Jai Shankar, a civil engineer from India, has lived in the United States for 20 years. Three years ago, he was arrested and detained after reporting a stolen camera to the DC Police. He was held in Hampton Roads Regional Jail, a private prison in Portsmouth, Virginia, for over five months and has been shackled with an ankle monitor for the last two years as he awaits deportation.

Shankar works for the Tenants Advocacy Coalition or TENAC, a nonprofit that helps DC tenants stay in their homes. He sees a clear link between those who are abused by the for-profit prison industry and DC renters exploited by landlords. “Everything is a business,” argued Shankar, adding that Hampton Roads charged detainees “$20 dollars to talk on the phone for 15 minutes.”
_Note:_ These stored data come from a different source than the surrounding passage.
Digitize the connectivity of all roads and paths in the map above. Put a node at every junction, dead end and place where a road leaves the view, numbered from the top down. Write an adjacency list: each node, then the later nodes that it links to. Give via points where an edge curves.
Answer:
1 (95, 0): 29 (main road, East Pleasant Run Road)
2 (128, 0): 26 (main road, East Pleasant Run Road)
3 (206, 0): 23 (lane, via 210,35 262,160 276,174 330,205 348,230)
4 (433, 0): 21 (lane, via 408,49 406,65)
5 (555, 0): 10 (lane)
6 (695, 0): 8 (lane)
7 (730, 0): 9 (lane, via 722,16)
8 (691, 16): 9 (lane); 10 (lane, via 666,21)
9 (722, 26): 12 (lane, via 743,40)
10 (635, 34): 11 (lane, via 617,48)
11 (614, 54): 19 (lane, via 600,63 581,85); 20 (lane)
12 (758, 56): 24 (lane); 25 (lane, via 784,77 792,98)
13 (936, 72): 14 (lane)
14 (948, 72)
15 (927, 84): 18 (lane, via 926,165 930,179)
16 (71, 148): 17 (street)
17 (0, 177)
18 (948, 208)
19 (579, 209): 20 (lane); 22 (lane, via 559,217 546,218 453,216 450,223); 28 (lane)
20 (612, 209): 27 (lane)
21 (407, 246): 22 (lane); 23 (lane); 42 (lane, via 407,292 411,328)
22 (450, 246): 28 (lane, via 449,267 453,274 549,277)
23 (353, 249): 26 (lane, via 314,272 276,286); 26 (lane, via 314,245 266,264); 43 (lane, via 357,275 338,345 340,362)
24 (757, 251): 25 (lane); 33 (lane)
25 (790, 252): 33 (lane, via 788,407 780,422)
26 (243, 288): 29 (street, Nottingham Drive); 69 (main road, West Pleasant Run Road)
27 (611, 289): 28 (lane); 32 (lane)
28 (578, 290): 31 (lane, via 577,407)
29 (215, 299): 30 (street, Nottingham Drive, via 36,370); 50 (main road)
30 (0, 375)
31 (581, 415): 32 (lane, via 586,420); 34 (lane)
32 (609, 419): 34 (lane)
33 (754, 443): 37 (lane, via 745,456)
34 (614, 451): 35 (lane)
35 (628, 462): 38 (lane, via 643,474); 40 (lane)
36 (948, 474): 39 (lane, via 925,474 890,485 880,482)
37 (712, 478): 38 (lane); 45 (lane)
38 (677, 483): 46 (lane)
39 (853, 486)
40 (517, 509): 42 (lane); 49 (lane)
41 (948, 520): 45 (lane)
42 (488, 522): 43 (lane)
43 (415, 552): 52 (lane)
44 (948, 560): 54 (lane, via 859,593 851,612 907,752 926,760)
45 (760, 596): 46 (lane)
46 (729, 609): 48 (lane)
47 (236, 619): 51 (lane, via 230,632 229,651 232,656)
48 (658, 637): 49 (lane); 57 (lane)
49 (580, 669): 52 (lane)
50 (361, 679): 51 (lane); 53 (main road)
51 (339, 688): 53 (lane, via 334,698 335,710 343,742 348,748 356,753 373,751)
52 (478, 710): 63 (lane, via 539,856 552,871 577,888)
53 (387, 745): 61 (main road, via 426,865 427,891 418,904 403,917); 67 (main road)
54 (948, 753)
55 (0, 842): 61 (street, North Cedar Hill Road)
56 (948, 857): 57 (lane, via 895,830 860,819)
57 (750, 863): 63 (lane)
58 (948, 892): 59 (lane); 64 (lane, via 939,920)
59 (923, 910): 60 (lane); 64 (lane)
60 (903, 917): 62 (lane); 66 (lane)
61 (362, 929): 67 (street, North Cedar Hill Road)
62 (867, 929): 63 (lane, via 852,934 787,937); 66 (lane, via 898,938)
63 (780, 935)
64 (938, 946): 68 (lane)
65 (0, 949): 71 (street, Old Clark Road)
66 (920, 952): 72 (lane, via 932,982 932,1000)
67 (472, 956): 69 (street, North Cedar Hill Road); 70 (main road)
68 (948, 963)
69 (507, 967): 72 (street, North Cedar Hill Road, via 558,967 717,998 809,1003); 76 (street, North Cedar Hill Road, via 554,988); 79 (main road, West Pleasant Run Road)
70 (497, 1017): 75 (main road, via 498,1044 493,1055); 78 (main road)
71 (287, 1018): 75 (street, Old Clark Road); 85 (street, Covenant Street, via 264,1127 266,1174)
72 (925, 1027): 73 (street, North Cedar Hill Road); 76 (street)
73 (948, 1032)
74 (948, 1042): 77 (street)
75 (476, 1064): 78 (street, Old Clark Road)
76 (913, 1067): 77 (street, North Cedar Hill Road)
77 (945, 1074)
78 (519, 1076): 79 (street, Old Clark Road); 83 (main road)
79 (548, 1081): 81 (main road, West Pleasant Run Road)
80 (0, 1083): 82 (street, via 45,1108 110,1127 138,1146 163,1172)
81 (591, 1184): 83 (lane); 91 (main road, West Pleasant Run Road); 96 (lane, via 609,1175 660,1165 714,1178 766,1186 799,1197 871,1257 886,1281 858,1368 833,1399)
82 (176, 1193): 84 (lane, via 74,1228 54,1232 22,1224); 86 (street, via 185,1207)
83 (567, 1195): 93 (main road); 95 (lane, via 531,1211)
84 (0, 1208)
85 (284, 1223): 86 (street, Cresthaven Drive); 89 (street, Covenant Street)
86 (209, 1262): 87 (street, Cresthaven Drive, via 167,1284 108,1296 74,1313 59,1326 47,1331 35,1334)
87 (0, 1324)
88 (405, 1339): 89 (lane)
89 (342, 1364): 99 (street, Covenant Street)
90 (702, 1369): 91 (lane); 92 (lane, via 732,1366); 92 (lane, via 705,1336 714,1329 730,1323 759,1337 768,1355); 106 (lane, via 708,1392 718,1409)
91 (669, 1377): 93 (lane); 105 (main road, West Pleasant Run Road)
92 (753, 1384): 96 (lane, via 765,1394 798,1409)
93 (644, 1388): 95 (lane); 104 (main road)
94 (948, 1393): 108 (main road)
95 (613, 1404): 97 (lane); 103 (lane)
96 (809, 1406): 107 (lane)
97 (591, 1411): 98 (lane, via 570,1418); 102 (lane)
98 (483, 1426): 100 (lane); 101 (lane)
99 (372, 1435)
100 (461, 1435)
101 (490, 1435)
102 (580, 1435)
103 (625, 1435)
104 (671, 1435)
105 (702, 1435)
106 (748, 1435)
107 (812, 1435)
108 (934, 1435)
In the end, the protesters demonstrated that prisoners and immigrants locked up in private prisons are victims of the same system, a system that throws families out of their homes, shackles students with endless debt and allows those with the most to pay the least. Perhaps one of the greatest successes of the Occupy movement thus far has been to unify these victims and their advocates by creating a channel for grassroots organizations to form alliances, make connections and discover that they are oftentimes fighting against the same profit-driven entities.